Perhaps this is obvious to some people already, but to me this was a breath of fresh air. It made Vessel make a little more sense. For a while I felt like Vessel wasn’t really immersive. Or at least it wasn’t immersive for the first three quarters. Really I was just thinking in physically immersive terms.
This image shows how the level of physical immersion changes over time. What’s interesting about this is that most of the film has little immersion in it. Even though it’s designed for a 360 degree experience, most of the rendered image has nothing in it for the first third of the film. But what’s more important for the overall experience isn’t to feel physically immersed for the whole duration, but to feel mentally immersed and then use the physically immersive nature of the dome to accentuate specific narrative moments.
A fisheye still from earlier in the film, showing how little of the frame and field of view is used.

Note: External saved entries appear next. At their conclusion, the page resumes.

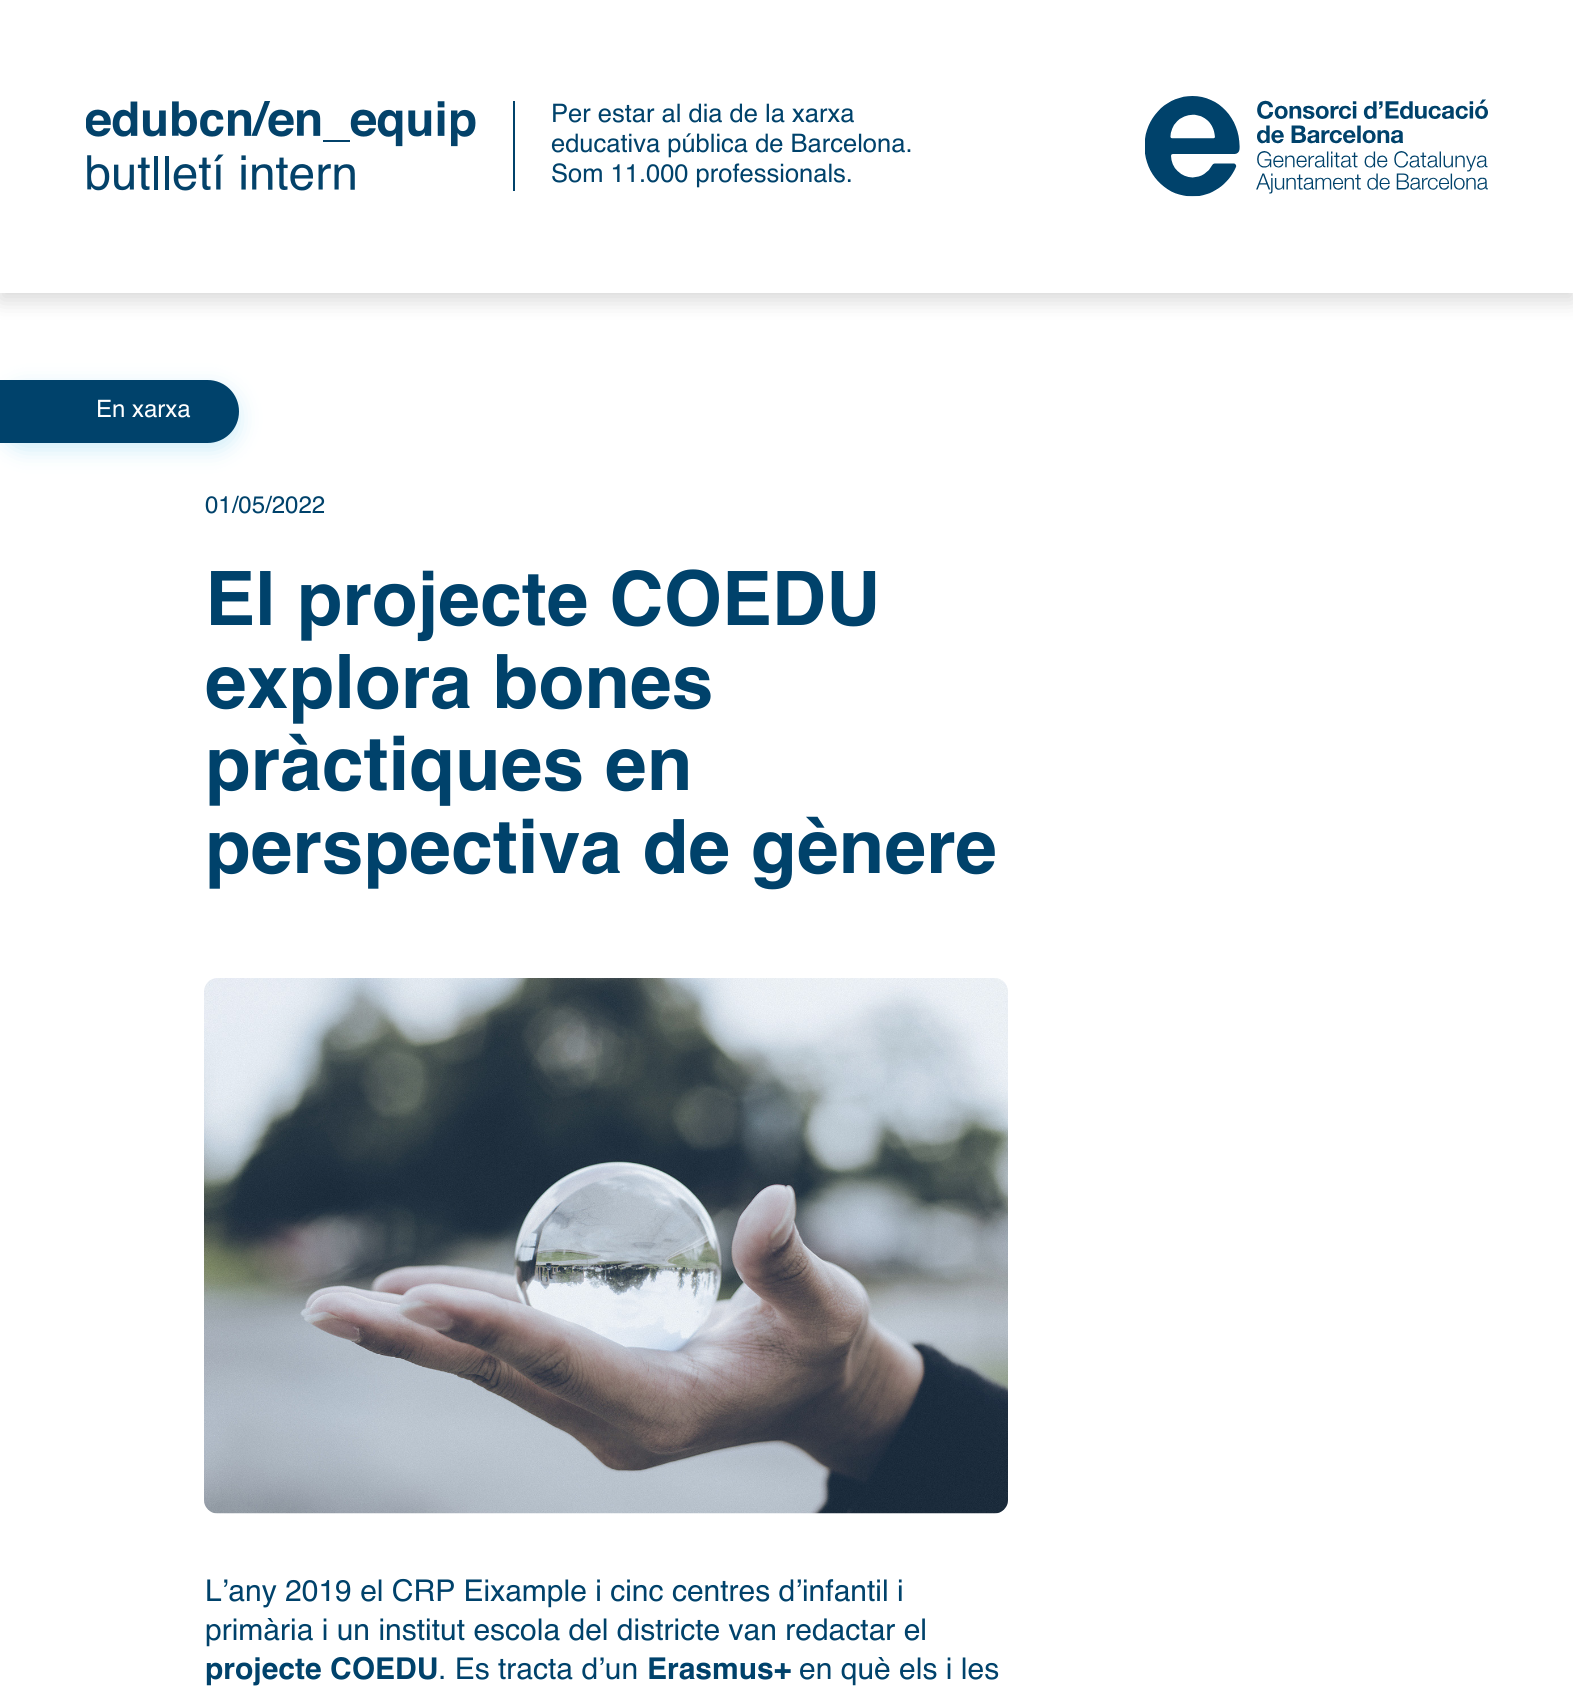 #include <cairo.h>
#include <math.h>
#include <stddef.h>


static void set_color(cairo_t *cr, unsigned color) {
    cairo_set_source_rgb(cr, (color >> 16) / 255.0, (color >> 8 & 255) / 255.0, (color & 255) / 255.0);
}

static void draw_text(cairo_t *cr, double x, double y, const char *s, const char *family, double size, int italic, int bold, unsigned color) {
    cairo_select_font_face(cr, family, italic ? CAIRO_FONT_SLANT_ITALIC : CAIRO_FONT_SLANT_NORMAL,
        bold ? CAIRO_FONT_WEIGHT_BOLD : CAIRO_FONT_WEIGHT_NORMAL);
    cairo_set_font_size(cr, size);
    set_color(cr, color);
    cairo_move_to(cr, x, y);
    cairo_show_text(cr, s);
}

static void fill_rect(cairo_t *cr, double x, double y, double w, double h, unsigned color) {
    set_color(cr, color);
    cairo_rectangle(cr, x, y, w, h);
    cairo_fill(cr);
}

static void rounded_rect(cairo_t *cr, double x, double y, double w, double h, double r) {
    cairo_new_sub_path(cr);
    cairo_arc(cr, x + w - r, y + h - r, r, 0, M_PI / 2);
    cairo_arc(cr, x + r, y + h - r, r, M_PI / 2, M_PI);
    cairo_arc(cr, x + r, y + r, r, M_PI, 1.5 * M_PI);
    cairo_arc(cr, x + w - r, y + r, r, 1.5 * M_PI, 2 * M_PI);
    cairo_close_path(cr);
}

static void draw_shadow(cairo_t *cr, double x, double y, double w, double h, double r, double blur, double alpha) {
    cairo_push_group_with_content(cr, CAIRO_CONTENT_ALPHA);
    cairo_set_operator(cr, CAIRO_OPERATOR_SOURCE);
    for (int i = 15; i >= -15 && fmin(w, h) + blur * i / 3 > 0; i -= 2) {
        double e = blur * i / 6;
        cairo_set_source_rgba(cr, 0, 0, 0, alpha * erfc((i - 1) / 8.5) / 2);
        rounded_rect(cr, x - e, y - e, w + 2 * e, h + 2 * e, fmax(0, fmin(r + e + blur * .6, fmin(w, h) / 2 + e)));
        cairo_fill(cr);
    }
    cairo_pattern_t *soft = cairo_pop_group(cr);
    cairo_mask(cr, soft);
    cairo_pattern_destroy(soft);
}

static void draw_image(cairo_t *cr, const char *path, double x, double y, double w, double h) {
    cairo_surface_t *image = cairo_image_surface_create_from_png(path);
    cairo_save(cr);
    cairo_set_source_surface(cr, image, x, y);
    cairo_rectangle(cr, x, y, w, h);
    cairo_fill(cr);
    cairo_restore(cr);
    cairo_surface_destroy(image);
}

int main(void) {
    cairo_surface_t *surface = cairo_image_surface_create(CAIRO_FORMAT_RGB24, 1573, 1690);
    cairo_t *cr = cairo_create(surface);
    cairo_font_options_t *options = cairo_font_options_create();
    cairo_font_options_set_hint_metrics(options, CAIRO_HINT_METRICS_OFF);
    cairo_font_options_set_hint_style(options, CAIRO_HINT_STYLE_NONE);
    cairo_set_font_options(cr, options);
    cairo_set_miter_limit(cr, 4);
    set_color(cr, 0xFFFFFF);
    cairo_paint(cr);
    set_color(cr, 0x000000);
    draw_shadow(cr, 0, 8, 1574, 292, 0, 11, 0.16);
    fill_rect(cr, 0, 0, 1573, 293, 0xFFFFFF);
    draw_image(cr, "assets/img1.png", 86, 101, 390, 90);
    fill_rect(cr, 513, 101, 2, 90, 0x00426B);
    draw_text(cr, 551, 122, "Per estar al dia de la xarxa", "Helvetica", 25.5, 0, 0, 0x00426B);
    draw_text(cr, 551, 152, "educativa pública de Barcelona.", "Helvetica", 25.5, 0, 0, 0x00426B);
    draw_text(cr, 551, 182, "Som 11.000 professionals.", "Helvetica", 25.5, 0, 0, 0x00426B);
    draw_image(cr, "assets/img2.png", 1145, 96, 343, 101);
    set_color(cr, 0x2FB4E5);
    draw_shadow(cr, 0, 387, 239, 63, 31.5, 11, 0.23);
    set_color(cr, 0x00426B);
    cairo_new_path(cr);
    cairo_move_to(cr, 0, 380);
    cairo_line_to(cr, 207.5, 380);
    cairo_curve_to(cr, 225, 380, 239, 394, 239, 411.5);
    cairo_curve_to(cr, 239, 429, 225, 443, 207.5, 443);
    cairo_line_to(cr, 0, 443);
    cairo_close_path(cr);
    cairo_fill(cr);
    draw_text(cr, 96, 417, "En xarxa", "Helvetica", 24, 0, 0, 0xFFFFFF);
    draw_text(cr, 205, 513, "01/05/2022", "Helvetica", 24, 0, 0, 0x00426B);
    draw_text(cr, 205, 625, "El projecte COEDU", "Helvetica", 75, 0, 1, 0x00426B);
    draw_text(cr, 205, 708, "explora bones", "Helvetica", 75, 0, 1, 0x00426B);
    draw_text(cr, 205, 790, "pràctiques en", "Helvetica", 75, 0, 1, 0x00426B);
    draw_text(cr, 205, 873, "perspectiva de gènere", "Helvetica", 75, 0, 1, 0x00426B);
    draw_image(cr, "assets/img3.png", 204, 978, 804, 536);
    draw_text(cr, 205, 1601, "L’any 2019 el CRP Eixample i cinc centres d’infantil i", "Helvetica", 30, 0, 0, 0x00426B);
    draw_text(cr, 205, 1640, "primària i un institut escola del districte van redactar el", "Helvetica", 30, 0, 0, 0x00426B);
    draw_text(cr, 205, 1679, "projecte COEDU", "Helvetica", 30, 0, 1, 0x00426B);
    draw_text(cr, 438, 1679, ". Es tracta d’un", "Helvetica", 30, 0, 0, 0x00426B);
    draw_text(cr, 647, 1679, "Erasmus+", "Helvetica", 30, 0, 1, 0x00426B);
    draw_text(cr, 799, 1679, "en què els i les", "Helvetica", 30, 0, 0, 0x00426B);
    cairo_surface_write_to_png(surface, "output.png");
    cairo_font_options_destroy(options);
    cairo_destroy(cr);
    cairo_surface_destroy(surface);
    return 0;
}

The reduced field of view and sedated movements at the start of the film focus the attention of the viewer and make it easier to follow the story. It’s the words that form the story that start the journey of mental immersion. As the story progresses, objects in the peripheral pull the audience further into the world until mental and physical immersion meet in a big explosion of love.
Vessel is designed as a full 360 experience. Understanding how people view immersive environments is crucial if you want to tell a meaningful story. Many principles from the disciplines of design, fine art, photography and cinematography can be used in spherical composition, much the same way they are used in traditional flat image composition. Colour, contrast, shape, tone, movement etc can be used to draw the viewers attention, but can be much harder to control when part of the image will always be outside the visible field of view. I’ve been calling this process domeography for a few years whilst working primarily in fulldome but perhaps a more appropriate term for 360 degrees would be spherography. Although a limitless field of view allows the viewer to explore the whole environment, it’s important to know how to control where they look to make sure they don’t miss key parts of the story. Previously my workflow has been to watch videos in the dome at work and then make amendments and occasionally get some colleagues to join me and watch them as they look around to see where they go.
Since getting hold of an Oculus Rift, my review process has completely changed. It’s great for quickly previewing videos without having to wait for the dome to be free and having it at home means that I’m able to iterate ideas constantly. Creating camera moves, testing them and reworking them, rather than a daily cycle of test at home and review in the dome. Because Vessel has a text based narrative it’s crucial for the viewer to be able to follow the story. So the rift came in useful for me to track peoples eyes for both the 360 and fulldome versions and understand when they were following something I didn’t want them to.
Love + Immersion
It’s easy to focus on (physical) immersion alone when creating an immersive film. Stories can’t be told through (physical) immersion alone. Immersion is really just one of many tools that can be used to carve a story. It makes sense to use it within an immersive environment but it’s important to think about how it fits into the story and when it can be used to project that story to the next level. In Vessel it’s used to represent that moment of falling in love, to create that head over heels moment. When two souls collide and find themselves spinning in infinity. For this moment I don’t think there’s a better tool for the job.